The ability to support edge requirements is a balancing act comprising multiple variables.
- Cost – solutions must be cost-efficient, as deployments could run into hundreds or thousands of locations. Every percentage point shaved off the price of hardware and software translates into significant savings for a highly distributed business.
- Availability – systems need to be highly available, firstly to meet the needs of the users, but also to reduce the time and cost of management. Every site visit to fix failed equipment represents a higher support cost overall.
- Manageability – by this, we mean multiple aspects. Systems should be remotely managed, provide in-place upgrades with automated and centralised monitoring.
- Functionality – solutions must be able to deliver the features needed by the unique edge demands while at the same time providing multiple flexible options and configurations that operate in a standardised way. This includes being able to scale without completely rebuilding the solution.
It may come as a surprise to learn that most edge technologies are simply repackaging of data centre hardware, incorporating networking, servers, and storage. Solutions can be “ruggedised” for deployment in locations that don’t offer the traditional stability seen in core data centres. This deployment choice can be helpful, as edge and core systems can be aligned, if the vendor offers scalability across their offerings.
One big challenge in designing edge or remote solutions is whether to implement dedicated or embedded storage. To meet the needs of a simplified support model, many vendors developed consolidated solutions using converged or hyper-converged infrastructure. The CI model simply packages components into a single rack, while HCI runs storage as a subcomponent of the hypervisor or as a virtual machine appliance.

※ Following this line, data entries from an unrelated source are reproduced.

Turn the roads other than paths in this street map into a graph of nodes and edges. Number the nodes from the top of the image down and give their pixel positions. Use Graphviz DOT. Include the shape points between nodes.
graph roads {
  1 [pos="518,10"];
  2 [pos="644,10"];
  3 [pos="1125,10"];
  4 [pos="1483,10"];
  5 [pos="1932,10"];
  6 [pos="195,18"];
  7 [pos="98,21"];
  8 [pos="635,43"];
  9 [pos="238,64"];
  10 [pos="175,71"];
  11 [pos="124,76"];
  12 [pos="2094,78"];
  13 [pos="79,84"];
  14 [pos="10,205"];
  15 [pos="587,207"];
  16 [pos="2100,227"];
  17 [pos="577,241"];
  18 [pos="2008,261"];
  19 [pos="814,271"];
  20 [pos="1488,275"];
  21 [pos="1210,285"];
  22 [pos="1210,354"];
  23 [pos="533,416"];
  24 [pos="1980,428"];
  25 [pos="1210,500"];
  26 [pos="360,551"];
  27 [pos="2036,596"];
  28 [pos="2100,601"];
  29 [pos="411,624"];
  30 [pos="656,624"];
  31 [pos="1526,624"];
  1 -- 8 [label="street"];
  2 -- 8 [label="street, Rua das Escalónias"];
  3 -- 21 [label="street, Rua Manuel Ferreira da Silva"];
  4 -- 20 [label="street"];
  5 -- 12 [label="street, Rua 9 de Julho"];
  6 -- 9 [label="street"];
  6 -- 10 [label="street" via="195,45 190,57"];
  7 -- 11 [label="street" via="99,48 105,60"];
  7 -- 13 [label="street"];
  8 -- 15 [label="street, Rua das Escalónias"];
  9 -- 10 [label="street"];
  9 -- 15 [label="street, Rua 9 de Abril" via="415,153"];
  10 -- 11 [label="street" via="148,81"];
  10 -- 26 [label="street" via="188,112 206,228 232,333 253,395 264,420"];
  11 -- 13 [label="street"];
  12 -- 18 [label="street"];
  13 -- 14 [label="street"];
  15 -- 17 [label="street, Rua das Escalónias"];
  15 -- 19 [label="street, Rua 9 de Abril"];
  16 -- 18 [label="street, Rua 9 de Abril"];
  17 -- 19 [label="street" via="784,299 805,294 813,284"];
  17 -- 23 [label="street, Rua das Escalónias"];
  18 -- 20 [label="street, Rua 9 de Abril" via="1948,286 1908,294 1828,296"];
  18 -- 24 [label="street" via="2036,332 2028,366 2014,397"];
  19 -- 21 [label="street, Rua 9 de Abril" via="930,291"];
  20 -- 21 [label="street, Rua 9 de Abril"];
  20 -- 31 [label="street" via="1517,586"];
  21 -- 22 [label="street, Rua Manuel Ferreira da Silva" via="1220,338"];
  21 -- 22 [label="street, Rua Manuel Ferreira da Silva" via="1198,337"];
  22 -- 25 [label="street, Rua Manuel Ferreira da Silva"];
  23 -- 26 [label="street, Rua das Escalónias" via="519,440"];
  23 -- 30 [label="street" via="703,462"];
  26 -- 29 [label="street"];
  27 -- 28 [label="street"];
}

HCI has some interesting advantages that traditional storage and servers couldn’t initially address. In a resilient configuration of (for example) three HCI servers, storage is spread over each node in a resilient model. This design increases availability and improves performance. A comparable server and storage solution could require two or three servers and a dedicated storage appliance. HCI (initially) had better scaling granularity, either at the disk or server (node) level.
At first inspection, HCI might seem like the obvious solution for edge deployments. However, there’s no free lunch in computing. The processor and memory that would usually be dedicated in a bespoke storage appliance will use a chunk of each server in an HCI configuration. This could result in a requirement to deploy additional servers to meet the computing needs of edge applications.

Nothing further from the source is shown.